Benson says, “In a theater field that is becoming increasingly provisional, even in a global center like New York City, it is thrilling that Public Obscenities will have an extended life and be seen by thousands more New Yorkers and residents of the Washington D.C. vicinity.” Mia Katigbak, co-founder and actor-manager of NAATCO,  adds, "Our rallying cry for the NAATCO National Partnership Project (NNPP) is 'In partnership, we can change the world!' Big leap of ambition, but achievable with significant steps. Misha's Public Obscenities, our glorious partnership project with Soho Rep, will now have a larger audience to experience this remarkable play. A fire is lit, we and our partners fan the flames, and we hope for a bright blaze that will illuminate the multifaceted world we live in and shed light on the intricacies of life that we all share." 

Woolly Mammoth artistic director Maria Goyanes says, “I cannot wait to share such an exceptional achievement as Public Obscenities with audiences in our nation’s capital, especially given that Soho Rep’s programming has long been a beacon and inspiration for our work at Woolly Mammoth.” Jeffrey Horowitz, Founding Artistic Director of Theatre for a New Audience, remarks, “Theatre for a New Audience produces Shakespeare alongside other authors, past and present. Presenting Soho Rep’s extraordinary productions of Jackie Siblies Drury’s Fairview and Branden Jacobs-Jenkins’ An Octoroon in dialogue with TFANA’s productions was enlivening and enlightening. We’re thrilled to be co-producing with Woolly Mammoth the Soho Rep and NAATCO National Partnership Project production of writer-director Shayok Misha Chowdbury’s Public Obscenities and giving new audiences the opportunity to experience this celebrated play and production.”

Soho Rep’s 2023-24 season concludes with Raja Feather Kelly’s (he/him; Fairview, A Strange Loop) The Fires, commissioned by the organization. The work is the latest bold evolution in Kelly’s career. When he first came to Soho Rep, as a member of its Writer Director Lab, in 2017, he had garnered acclaim as a choreographer and dancer, and as a creator of works for his dance-theatre-media company the feath3r theory. Soon after, he choreographed Jackie Sibblies Drury’s Pulitzer Prize-winning Fairview (2018) at Soho Rep, and went on to choreograph Michael R. Jackson’s Pulitzer- and Tony-winning musical A Strange Loop (2019), among other works. He made his Off Broadway directing debut with the Second Stage production of Young Jean Lee’s We’re Gonna Die (2020). The Fires marks his Off Broadway playwriting debut.

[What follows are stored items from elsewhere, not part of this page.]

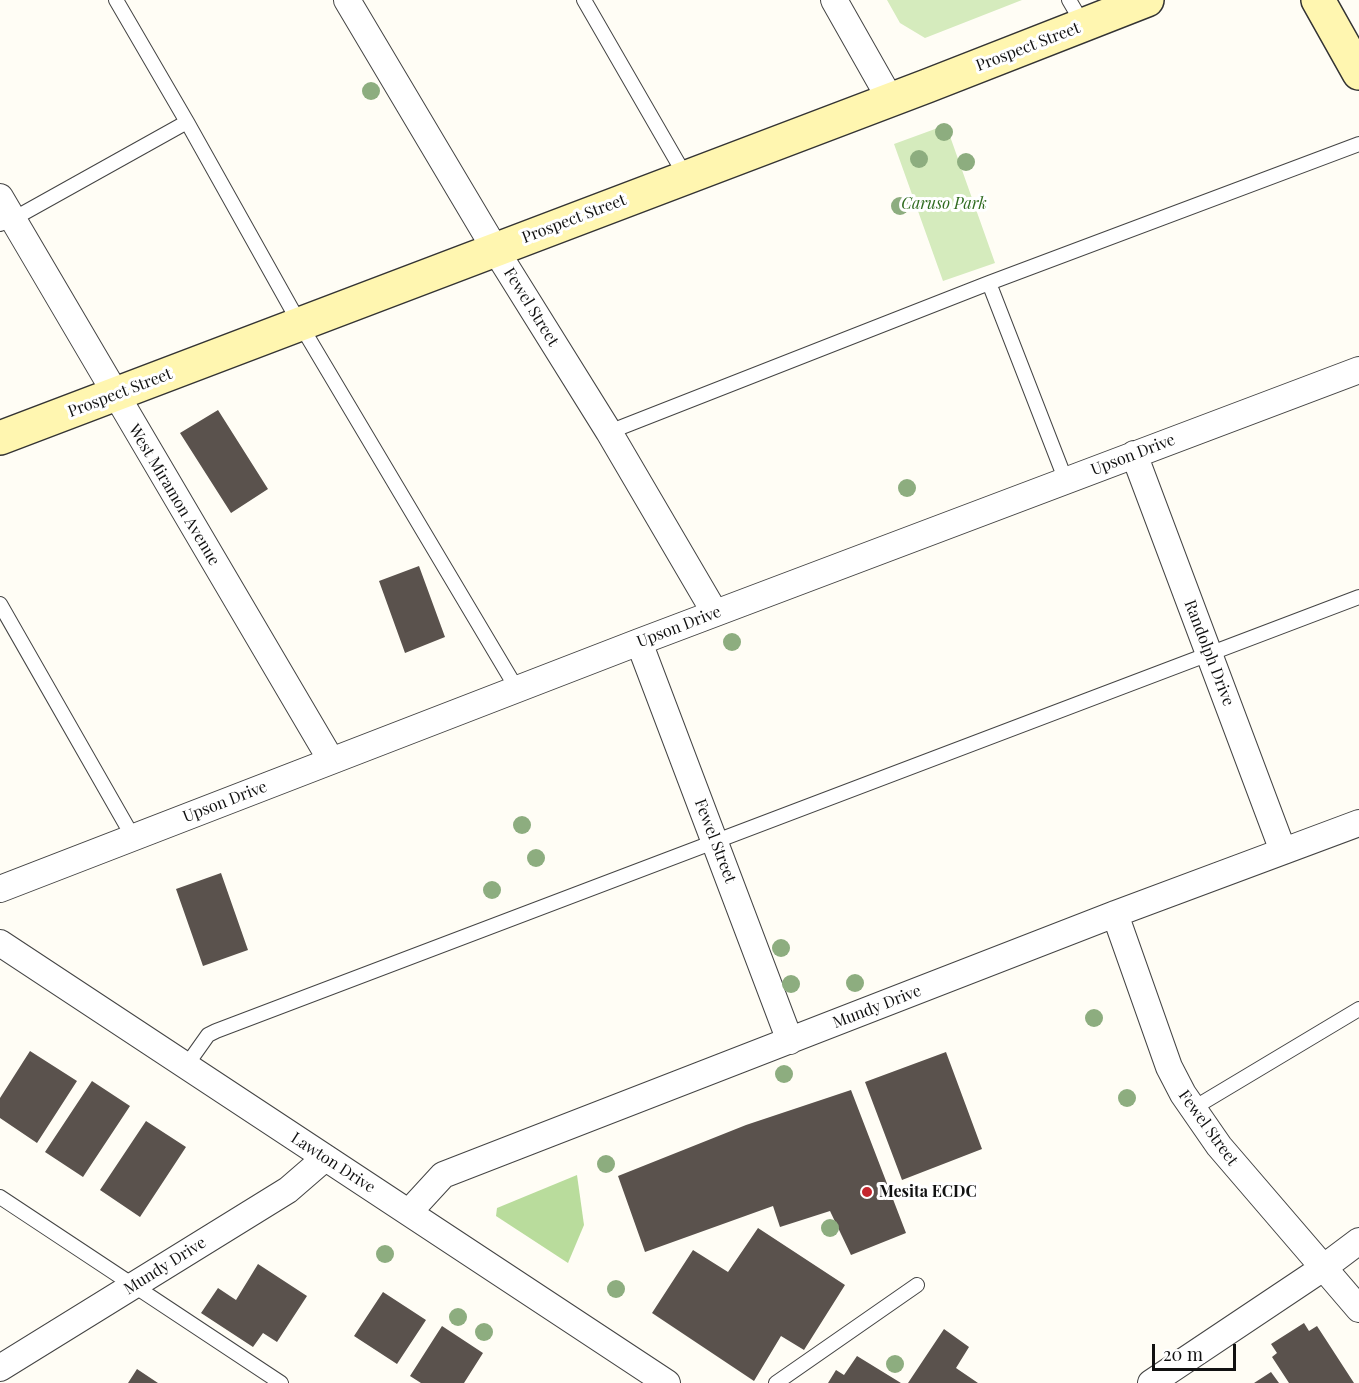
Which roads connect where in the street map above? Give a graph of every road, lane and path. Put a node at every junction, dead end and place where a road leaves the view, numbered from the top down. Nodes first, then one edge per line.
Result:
1 (116, 0) edge
2 (347, 0) edge
3 (584, 0) edge
4 (834, 0) edge
5 (1147, 0) edge
6 (1318, 0) edge
7 (1076, 12) edge
8 (1359, 73) edge
9 (890, 99) junction
10 (187, 122) junction
11 (1359, 144) edge
12 (686, 177) junction
13 (0, 197) edge
14 (6, 222) edge
15 (495, 249) junction
16 (989, 283) junction
17 (300, 324) junction
18 (1359, 370) edge
19 (115, 394) junction
20 (609, 432) junction
21 (0, 438) edge
22 (1134, 454) junction
23 (1066, 481) junction
24 (1359, 597) edge
25 (0, 604) edge
26 (716, 613) junction
27 (639, 642) junction
28 (1209, 653) junction
29 (517, 689) junction
30 (331, 760) junction
31 (1359, 823) edge
32 (133, 837) junction
33 (715, 842) junction
34 (1283, 851) junction
35 (0, 889) edge
36 (1114, 914) junction
37 (0, 943) edge
38 (1359, 1009) edge
39 (790, 1041) junction
40 (186, 1066) junction
41 (1192, 1109) junction
42 (325, 1158) junction
43 (0, 1197) edge
44 (409, 1212) junction
45 (1359, 1241) edge
46 (1323, 1268) junction
47 (917, 1285) dead end
48 (132, 1286) junction
49 (1359, 1309) edge
50 (0, 1368) edge
51 (281, 1383) edge
52 (667, 1383) edge
53 (776, 1383) edge
54 (1151, 1383) edge

1 - 10 lane
2 - 15 street, Fewel Street
3 - 12 lane
4 - 9 street
5 - 7 street, Prospect Street
6 - 8 street
7 - 9 street, Prospect Street
9 - 12 street, Prospect Street
10 - 14 lane
10 - 17 lane
11 - 16 lane
12 - 15 street, Prospect Street
13 - 14 street, West Miramon Avenue
14 - 19 street, West Miramon Avenue
15 - 17 street, Prospect Street
15 - 20 street, Fewel Street
16 - 20 lane
16 - 23 lane
17 - 19 street, Prospect Street
17 - 29 lane
18 - 22 street, Upson Drive
19 - 21 street, Prospect Street
19 - 30 street, West Miramon Avenue
20 - 26 street, Fewel Street
22 - 23 street, Upson Drive
22 - 28 street, Randolph Drive
23 - 26 street, Upson Drive
24 - 28 lane
25 - 32 lane
26 - 27 street, Upson Drive
27 - 29 street, Upson Drive
27 - 33 street, Fewel Street
28 - 33 lane
28 - 34 street, Randolph Drive
29 - 30 street, Upson Drive
30 - 32 street, Upson Drive
31 - 34 street, Mundy Drive
32 - 35 street, Upson Drive
33 - 39 street, Fewel Street
33 - 40 lane
34 - 36 street, Mundy Drive
36 - 39 street, Mundy Drive
36 - 41 street, Fewel Street
37 - 40 street, Lawton Drive
38 - 41 lane
39 - 44 street, Mundy Drive
40 - 42 street, Lawton Drive
41 - 46 street, Fewel Street
42 - 44 street, Lawton Drive
42 - 48 street, Mundy Drive
43 - 48 lane
44 - 52 street, Lawton Drive
45 - 46 street
46 - 49 street, Fewel Street
46 - 54 street
47 - 53 lane
48 - 50 street, Mundy Drive
48 - 51 lane

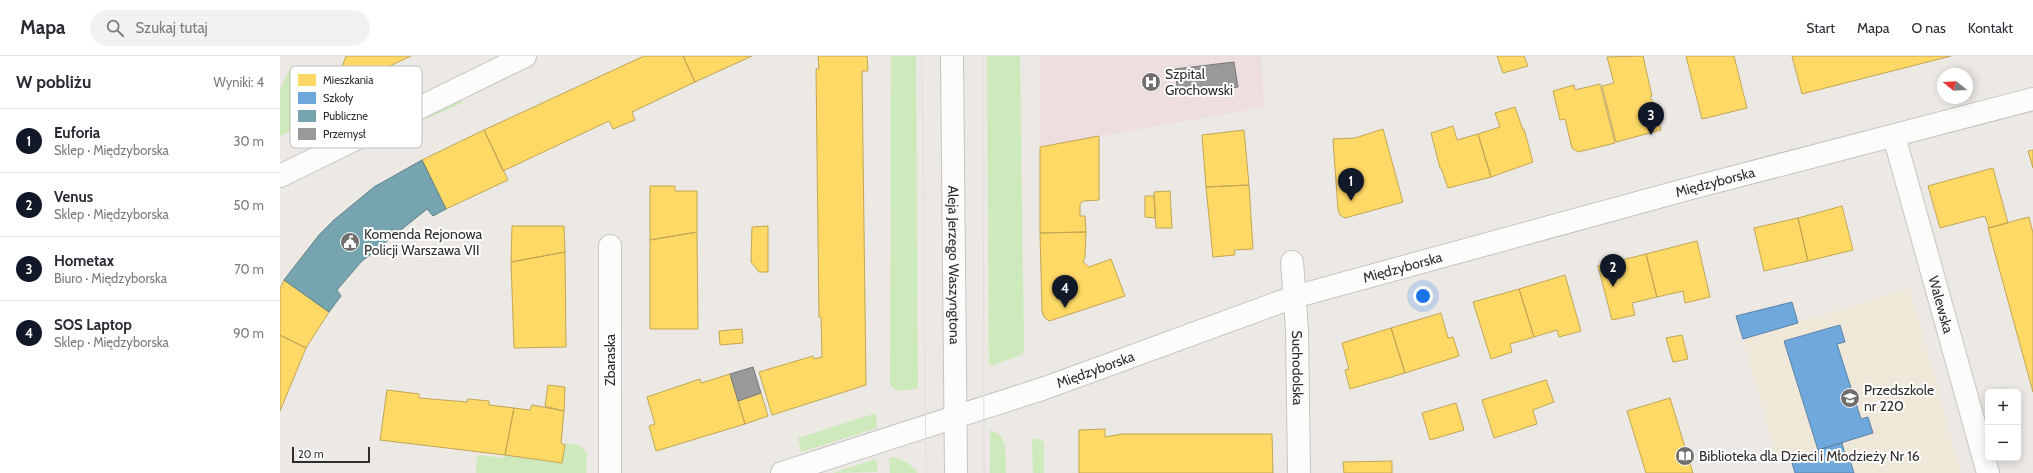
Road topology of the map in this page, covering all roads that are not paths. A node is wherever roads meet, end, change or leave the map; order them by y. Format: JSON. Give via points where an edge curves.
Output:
{"nodes":[{"id":1,"x":525,"y":56,"type":"edge"},
{"id":2,"x":952,"y":56,"type":"edge"},
{"id":3,"x":2033,"y":99,"type":"edge"},
{"id":4,"x":422,"y":106,"type":"edge"},
{"id":5,"x":1894,"y":136,"type":"junction"},
{"id":6,"x":337,"y":148,"type":"edge"},
{"id":7,"x":280,"y":176,"type":"edge"},
{"id":8,"x":610,"y":246,"type":"dead end"},
{"id":9,"x":1292,"y":262,"type":"dead end"},
{"id":10,"x":1294,"y":297,"type":"junction"},
{"id":11,"x":955,"y":418,"type":"junction"},
{"id":12,"x":610,"y":473,"type":"edge"},
{"id":13,"x":782,"y":473,"type":"edge"},
{"id":14,"x":956,"y":473,"type":"edge"},
{"id":15,"x":1299,"y":473,"type":"edge"},
{"id":16,"x":1988,"y":473,"type":"edge"}],
"edges":[{"from":1,"to":4,"type":"street"},
{"from":2,"to":11,"type":"street","name":"Aleja Jerzego Waszyngtona"},
{"from":3,"to":5,"type":"street","name":"Międzyborska"},
{"from":5,"to":10,"type":"street","name":"Międzyborska","via":[[1688,189]]},
{"from":5,"to":16,"type":"street","name":"Walewska"},
{"from":6,"to":7,"type":"street"},
{"from":8,"to":12,"type":"street","name":"Zbaraska"},
{"from":9,"to":10,"type":"street","name":"Suchodolska"},
{"from":10,"to":11,"type":"street","name":"Międzyborska","via":[[1045,388]]},
{"from":10,"to":15,"type":"street","name":"Suchodolska","via":[[1298,329]]},
{"from":11,"to":13,"type":"street","name":"Międzyborska"},
{"from":11,"to":14,"type":"street","name":"Aleja Jerzego Waszyngtona"}]}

Set in a Brooklyn railroad apartment, in 1971, 1998, and 2021, The Fires tells the story of three men trying to understand love: what it means, where to find  it, and how to experience it. In keeping with Soho Rep’s history of programming “big plays in a small room,” The Fires will feature a company of eight actors and original music. Kelly began writing The Fires after reading Ta-Nehisi Coates’ Between the World and Me, James Baldwin’s The Fire Next Time, and Eddie Glaude’s Begin Again in quick succession and an attempt to be in conversation with their lineage. Peponides explains, “The Fires reaches back through decades of Black queer discourse to make something that is wholly of the moment. I cannot wait for audiences to experience Raja’s unique voice as a playwright.”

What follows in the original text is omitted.